Faraday Future, as it is called, is taking shape in a Los Angeles suburb, with a $1-billion promise to “take a user-centric, technology-first approach to vehicle design with the ultimate aim of connecting the automotive experience to the rest of your life.” In other words, it wants to take on electric-vehicle maker Tesla Motors.

What sets this electric-vehicle venture apart is its promised billion-dollar investment. the lack of information about who exactly is backing the project and that it arrives right as tech industry observers scan for any clue as to computer giant Apple’s plans to field an electric car of its own.

If Faraday is fronting for Apple — the subject of speculation in at least one prominent media post — then it’s doing so in plain sight. Faraday has a well-developed web site, is issuing press releases and touting that four of its vice presidents are veterans of Tesla..

Faraday is even trying to set up a competition among states for the factory that it says it will build, saying California, Nevada, Georgia and Louisiana are in the mix for a “phase-one investment.”

Big claims are nothing new when it comes to automotive startups. But few ever make it. The list of failures among high-tech automakers in the past decade alone include electric or hybrid-car makers Think, Aptera Motors, Coda and Fisker Automotive.

But few have ever merited the kind of attention that has gone to Faraday in the past four days. It started with media reports like the one from the Wall Street Journal, reacting to the press release about its $1-billion plans, and finding executives coy about naming the source of its funds.

The Los Angeles Timesmoved the story farther Friday, playing Faraday’s emergence at the top of its front page and digging into the company’s incorporation papers through the California Secretary of State to find the company is linked to Jia Yueting, a Chinese tech billionaire. The Times says the papers show one of his lieutenants as Faraday’s chief executive.

But it also paints Faraday as no small, typically under-financed operation. It says that it has 400 employees and is operating from the highrise once occupied by the U.S. headquarters of Nissan in Gardena, south of Los Angeles.

“With energy constraints, urban crowding, and the increasingly intrinsic relationship we have with technology, today’s cars simply do not meet today’s needs,” said Nick Sampson, Faraday’s senior vice president in the statement issued Thursday. “Our range of 100% electric and intelligent vehicles will offer seamless connectivity to the outside world.”

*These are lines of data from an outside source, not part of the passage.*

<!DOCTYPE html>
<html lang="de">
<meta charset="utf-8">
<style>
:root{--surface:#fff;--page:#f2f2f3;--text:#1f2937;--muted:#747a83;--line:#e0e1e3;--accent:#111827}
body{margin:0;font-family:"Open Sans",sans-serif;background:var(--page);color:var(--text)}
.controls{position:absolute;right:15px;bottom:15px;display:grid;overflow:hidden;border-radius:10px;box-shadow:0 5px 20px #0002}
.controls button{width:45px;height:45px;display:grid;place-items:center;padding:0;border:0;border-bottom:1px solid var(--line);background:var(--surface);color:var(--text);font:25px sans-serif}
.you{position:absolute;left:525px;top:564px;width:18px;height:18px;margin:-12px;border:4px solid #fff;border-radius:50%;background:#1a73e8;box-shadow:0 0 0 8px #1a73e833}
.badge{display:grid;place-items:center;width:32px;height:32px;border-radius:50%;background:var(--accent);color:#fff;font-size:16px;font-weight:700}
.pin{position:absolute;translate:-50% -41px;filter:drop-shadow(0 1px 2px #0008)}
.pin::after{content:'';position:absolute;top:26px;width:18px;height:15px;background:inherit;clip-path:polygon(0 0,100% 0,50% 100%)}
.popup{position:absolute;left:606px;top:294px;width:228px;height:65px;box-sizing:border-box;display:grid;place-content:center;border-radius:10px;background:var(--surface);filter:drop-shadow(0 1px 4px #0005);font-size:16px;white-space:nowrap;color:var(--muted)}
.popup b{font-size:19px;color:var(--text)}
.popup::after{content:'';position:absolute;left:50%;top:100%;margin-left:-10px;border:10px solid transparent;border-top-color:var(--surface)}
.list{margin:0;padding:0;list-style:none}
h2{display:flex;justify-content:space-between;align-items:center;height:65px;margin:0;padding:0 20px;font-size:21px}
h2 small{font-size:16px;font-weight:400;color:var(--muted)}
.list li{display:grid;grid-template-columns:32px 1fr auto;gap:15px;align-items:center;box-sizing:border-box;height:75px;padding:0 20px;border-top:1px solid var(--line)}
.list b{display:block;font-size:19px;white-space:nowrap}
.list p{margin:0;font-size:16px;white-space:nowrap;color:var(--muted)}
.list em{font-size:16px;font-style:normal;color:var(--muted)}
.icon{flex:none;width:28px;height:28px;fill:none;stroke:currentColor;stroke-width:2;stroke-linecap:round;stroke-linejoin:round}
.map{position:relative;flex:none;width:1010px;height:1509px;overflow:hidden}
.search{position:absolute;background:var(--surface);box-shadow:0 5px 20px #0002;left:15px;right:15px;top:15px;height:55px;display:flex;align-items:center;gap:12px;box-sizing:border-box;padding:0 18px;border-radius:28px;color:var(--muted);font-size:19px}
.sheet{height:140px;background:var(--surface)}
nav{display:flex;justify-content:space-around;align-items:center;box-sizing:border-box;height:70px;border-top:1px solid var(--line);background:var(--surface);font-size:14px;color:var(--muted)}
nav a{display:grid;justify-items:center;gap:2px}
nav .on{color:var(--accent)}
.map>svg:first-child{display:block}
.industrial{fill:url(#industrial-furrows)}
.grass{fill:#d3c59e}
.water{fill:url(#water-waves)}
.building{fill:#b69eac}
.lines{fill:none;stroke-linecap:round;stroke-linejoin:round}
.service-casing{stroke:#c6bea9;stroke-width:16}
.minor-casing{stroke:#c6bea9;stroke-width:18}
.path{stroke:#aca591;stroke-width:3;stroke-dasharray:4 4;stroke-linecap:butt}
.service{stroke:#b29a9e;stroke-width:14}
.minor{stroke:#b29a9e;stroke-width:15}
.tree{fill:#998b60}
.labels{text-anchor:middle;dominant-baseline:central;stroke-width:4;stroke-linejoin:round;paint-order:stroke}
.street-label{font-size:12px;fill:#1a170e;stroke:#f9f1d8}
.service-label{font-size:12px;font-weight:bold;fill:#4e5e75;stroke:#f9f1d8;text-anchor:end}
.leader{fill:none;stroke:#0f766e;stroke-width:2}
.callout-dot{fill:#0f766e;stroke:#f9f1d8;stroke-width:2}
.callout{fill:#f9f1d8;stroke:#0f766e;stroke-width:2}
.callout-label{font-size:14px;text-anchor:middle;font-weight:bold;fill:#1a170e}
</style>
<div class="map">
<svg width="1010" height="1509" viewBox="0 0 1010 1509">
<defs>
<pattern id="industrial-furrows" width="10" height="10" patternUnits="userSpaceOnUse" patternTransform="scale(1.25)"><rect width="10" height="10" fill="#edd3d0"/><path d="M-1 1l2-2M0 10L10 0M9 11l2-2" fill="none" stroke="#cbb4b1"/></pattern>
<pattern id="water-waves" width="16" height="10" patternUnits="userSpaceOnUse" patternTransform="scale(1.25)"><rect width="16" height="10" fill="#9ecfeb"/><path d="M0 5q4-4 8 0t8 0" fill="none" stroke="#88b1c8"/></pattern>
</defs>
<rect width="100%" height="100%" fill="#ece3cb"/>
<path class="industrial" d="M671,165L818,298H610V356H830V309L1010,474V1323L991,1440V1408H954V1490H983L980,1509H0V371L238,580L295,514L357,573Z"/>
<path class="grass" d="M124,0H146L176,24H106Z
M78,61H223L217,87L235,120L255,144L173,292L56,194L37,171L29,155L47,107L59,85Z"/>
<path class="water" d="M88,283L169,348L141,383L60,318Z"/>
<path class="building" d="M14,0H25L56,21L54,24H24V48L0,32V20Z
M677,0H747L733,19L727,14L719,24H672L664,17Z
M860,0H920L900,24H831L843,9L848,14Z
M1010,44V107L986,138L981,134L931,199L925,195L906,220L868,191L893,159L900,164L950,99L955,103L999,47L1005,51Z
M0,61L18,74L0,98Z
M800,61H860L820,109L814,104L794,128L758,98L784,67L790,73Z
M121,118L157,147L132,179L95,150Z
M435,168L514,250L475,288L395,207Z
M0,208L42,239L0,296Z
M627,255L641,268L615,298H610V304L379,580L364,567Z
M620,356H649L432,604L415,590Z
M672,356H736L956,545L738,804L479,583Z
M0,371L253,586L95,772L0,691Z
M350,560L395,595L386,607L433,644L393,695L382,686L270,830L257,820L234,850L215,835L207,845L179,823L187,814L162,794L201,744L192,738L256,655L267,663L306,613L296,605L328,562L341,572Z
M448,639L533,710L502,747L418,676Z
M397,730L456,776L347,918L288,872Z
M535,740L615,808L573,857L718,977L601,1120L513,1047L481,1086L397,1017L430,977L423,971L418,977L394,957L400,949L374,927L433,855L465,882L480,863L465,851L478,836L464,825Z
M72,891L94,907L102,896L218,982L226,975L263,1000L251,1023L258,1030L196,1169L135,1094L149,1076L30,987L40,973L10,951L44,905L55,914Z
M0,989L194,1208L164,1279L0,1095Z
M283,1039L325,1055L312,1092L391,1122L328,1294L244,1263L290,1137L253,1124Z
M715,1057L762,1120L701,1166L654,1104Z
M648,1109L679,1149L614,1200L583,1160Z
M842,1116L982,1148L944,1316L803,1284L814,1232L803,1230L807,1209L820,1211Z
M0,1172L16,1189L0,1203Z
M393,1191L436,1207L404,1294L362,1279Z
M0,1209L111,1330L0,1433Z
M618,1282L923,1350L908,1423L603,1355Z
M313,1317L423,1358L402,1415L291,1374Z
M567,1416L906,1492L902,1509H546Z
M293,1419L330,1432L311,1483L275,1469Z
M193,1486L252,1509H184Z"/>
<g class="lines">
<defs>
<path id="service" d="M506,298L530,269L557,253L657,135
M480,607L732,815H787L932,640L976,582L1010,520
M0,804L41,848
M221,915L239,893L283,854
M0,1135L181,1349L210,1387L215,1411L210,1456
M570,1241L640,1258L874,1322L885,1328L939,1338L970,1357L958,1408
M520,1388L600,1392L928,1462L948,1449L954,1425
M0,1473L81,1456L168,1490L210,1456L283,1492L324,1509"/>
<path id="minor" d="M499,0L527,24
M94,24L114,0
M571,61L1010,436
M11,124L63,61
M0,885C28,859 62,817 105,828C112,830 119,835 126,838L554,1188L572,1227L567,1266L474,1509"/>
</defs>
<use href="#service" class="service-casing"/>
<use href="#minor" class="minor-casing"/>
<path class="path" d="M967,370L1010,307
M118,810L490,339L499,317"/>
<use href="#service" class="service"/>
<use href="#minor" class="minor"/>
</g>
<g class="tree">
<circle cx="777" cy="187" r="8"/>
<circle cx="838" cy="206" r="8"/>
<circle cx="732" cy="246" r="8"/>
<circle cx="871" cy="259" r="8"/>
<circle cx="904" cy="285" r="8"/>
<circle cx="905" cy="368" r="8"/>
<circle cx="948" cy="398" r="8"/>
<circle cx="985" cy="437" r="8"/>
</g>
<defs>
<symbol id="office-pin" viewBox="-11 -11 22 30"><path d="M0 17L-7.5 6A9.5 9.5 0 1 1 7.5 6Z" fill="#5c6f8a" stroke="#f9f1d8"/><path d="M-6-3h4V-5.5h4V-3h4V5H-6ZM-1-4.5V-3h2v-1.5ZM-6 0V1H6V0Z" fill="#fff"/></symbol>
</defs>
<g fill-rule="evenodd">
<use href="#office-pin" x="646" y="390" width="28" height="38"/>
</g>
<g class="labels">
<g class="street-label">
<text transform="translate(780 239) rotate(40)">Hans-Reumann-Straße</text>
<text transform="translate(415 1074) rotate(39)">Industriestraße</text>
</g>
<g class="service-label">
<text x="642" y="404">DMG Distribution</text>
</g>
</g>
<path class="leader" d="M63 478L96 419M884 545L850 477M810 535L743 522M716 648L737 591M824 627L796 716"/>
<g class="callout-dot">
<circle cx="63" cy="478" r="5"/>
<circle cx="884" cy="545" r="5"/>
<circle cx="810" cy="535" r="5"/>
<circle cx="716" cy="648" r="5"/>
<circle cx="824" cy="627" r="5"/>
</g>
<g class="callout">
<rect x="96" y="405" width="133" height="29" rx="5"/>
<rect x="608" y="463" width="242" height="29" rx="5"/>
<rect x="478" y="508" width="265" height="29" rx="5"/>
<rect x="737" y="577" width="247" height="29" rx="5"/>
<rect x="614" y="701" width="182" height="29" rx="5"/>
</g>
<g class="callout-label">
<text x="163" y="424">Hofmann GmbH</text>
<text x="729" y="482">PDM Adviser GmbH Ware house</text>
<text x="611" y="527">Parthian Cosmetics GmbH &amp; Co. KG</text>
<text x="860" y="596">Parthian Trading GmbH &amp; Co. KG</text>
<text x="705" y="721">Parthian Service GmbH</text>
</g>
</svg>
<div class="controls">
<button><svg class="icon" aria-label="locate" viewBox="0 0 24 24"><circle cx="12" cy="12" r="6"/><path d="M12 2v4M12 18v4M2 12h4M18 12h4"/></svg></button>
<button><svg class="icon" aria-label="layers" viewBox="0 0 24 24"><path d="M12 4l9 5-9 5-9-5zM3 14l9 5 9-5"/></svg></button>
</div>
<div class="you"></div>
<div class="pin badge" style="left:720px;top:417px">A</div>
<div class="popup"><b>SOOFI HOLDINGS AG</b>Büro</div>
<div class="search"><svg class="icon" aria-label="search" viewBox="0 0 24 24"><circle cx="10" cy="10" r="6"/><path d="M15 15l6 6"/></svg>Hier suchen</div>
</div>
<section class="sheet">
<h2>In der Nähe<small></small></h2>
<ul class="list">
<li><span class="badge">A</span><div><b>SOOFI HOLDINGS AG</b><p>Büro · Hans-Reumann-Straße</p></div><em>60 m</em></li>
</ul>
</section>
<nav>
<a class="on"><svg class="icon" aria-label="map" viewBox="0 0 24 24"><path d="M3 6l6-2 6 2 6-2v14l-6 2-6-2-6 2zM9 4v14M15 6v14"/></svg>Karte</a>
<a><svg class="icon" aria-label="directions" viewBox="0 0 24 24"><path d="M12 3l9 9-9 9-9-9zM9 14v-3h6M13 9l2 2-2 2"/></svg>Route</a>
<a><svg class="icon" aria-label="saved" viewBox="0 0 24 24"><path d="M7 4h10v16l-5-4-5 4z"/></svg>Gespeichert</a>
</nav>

Sampson is identified by Faraday as being the former director of vehicle & chassis engineering for Tesla. Faraday also says it has landed Tesla’s former director of manufacturing, human resources and supply management.

Faraday also appears to borrow something else from Tesla: The origin of its name. Just as Tesla is named for Nikola Tesla of alternating-current fame, Faraday to have chosen a name that takes from another pioneer in the development of electricity, Michael Faraday researched electrical fields.